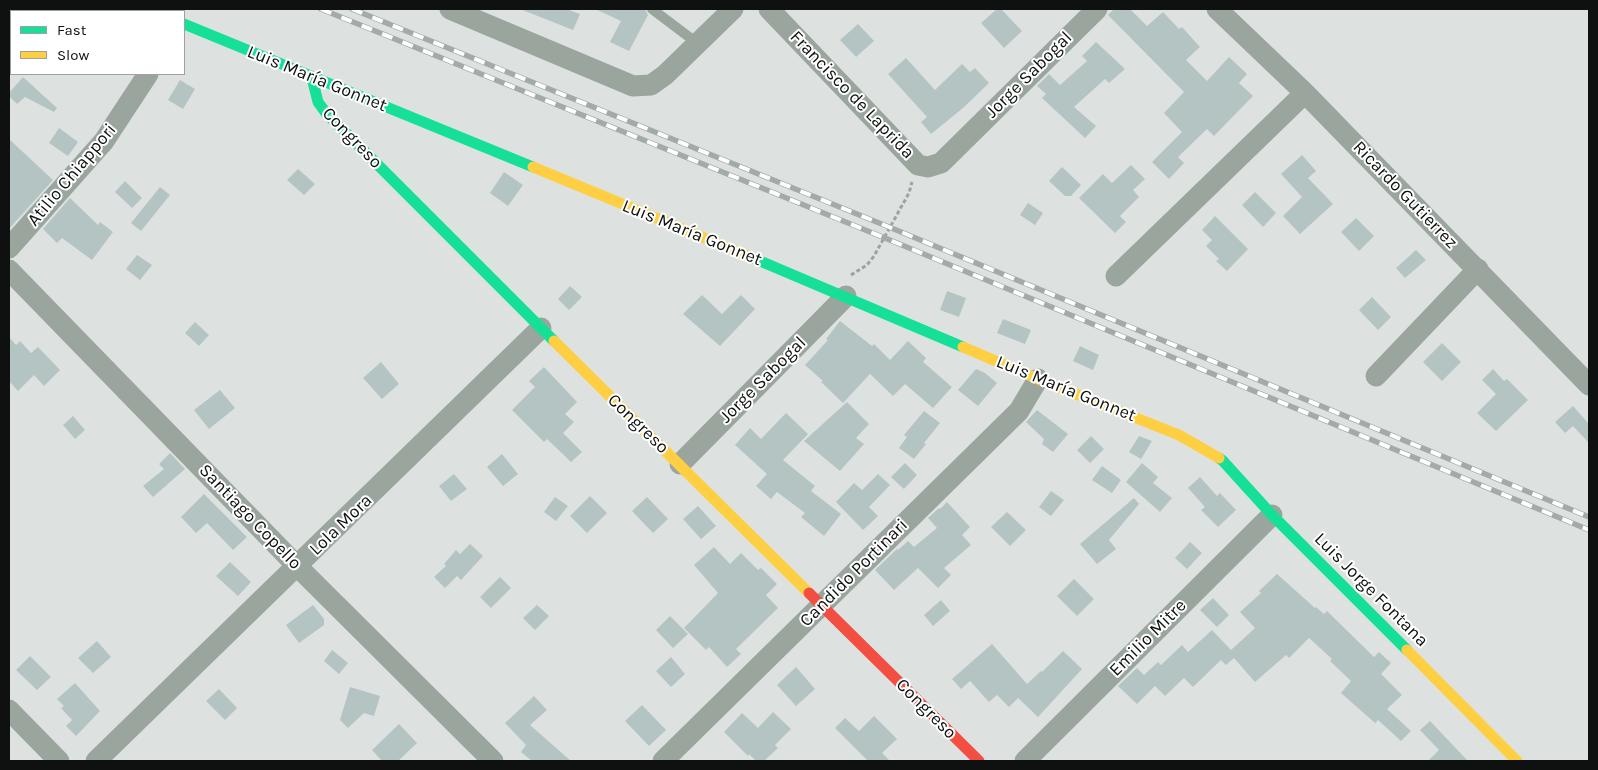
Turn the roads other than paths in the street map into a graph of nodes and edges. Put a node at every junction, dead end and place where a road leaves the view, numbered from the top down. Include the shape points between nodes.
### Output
1 (450, 9) edge
2 (652, 9) edge
3 (732, 9) edge
4 (769, 9) edge
5 (1097, 9) edge
6 (1217, 9) edge
7 (185, 24) edge
8 (697, 43) junction
9 (147, 75) edge
10 (312, 78) junction
11 (1305, 93) junction
12 (941, 163) joint
13 (9, 248) edge
14 (9, 270) edge
15 (1478, 270) junction
16 (1116, 276) dead end
17 (846, 296) junction
18 (541, 328) junction
19 (1376, 376) dead end
20 (1038, 379) junction
21 (1589, 385) edge
22 (1198, 447) joint
23 (680, 464) junction
24 (1272, 515) junction
25 (298, 566) junction
26 (822, 606) junction
27 (9, 710) edge
28 (1513, 760) edge
29 (59, 761) edge
30 (96, 761) edge
31 (493, 761) edge
32 (663, 761) edge
33 (979, 761) edge
34 (1025, 761) edge

1 - 8 street via 633,86 651,85
2 - 8 lane
3 - 8 street
4 - 12 street, Francisco de Laprida via 918,165 928,167
5 - 12 street, Jorge Sabogal
6 - 11 street, Ricardo Gutierrez
7 - 10 street, Luis María Gonnet
9 - 13 street, Atilio Chiappori via 104,141
10 - 17 street, Luis María Gonnet
10 - 18 street, Congreso via 318,102 326,113
11 - 15 street, Ricardo Gutierrez
11 - 16 street
14 - 25 street, Santiago Copello
15 - 19 street
15 - 21 street, Ricardo Gutierrez
17 - 20 street, Luis María Gonnet
17 - 23 street, Jorge Sabogal
18 - 23 street, Congreso
18 - 25 street, Lola Mora
20 - 22 street, Luis María Gonnet via 1179,435
20 - 26 street, Candido Portinari via 1019,411
22 - 24 street, Luis Jorge Fontana via 1223,461
23 - 26 street, Congreso
24 - 28 street, Luis Jorge Fontana
24 - 34 street, Emilio Mitre
25 - 30 street, Lola Mora
25 - 31 street, Santiago Copello
26 - 32 street, Candido Portinari
26 - 33 street, Congreso
27 - 29 street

================================

■ TASK TO CARRY OUT
Across the entries above, find the lines with the string "Jorge" and copy them.

■ EXERCISE OUTPUT
5 - 12 street, Jorge Sabogal
17 - 23 street, Jorge Sabogal
22 - 24 street, Luis Jorge Fontana via 1223,461
24 - 28 street, Luis Jorge Fontana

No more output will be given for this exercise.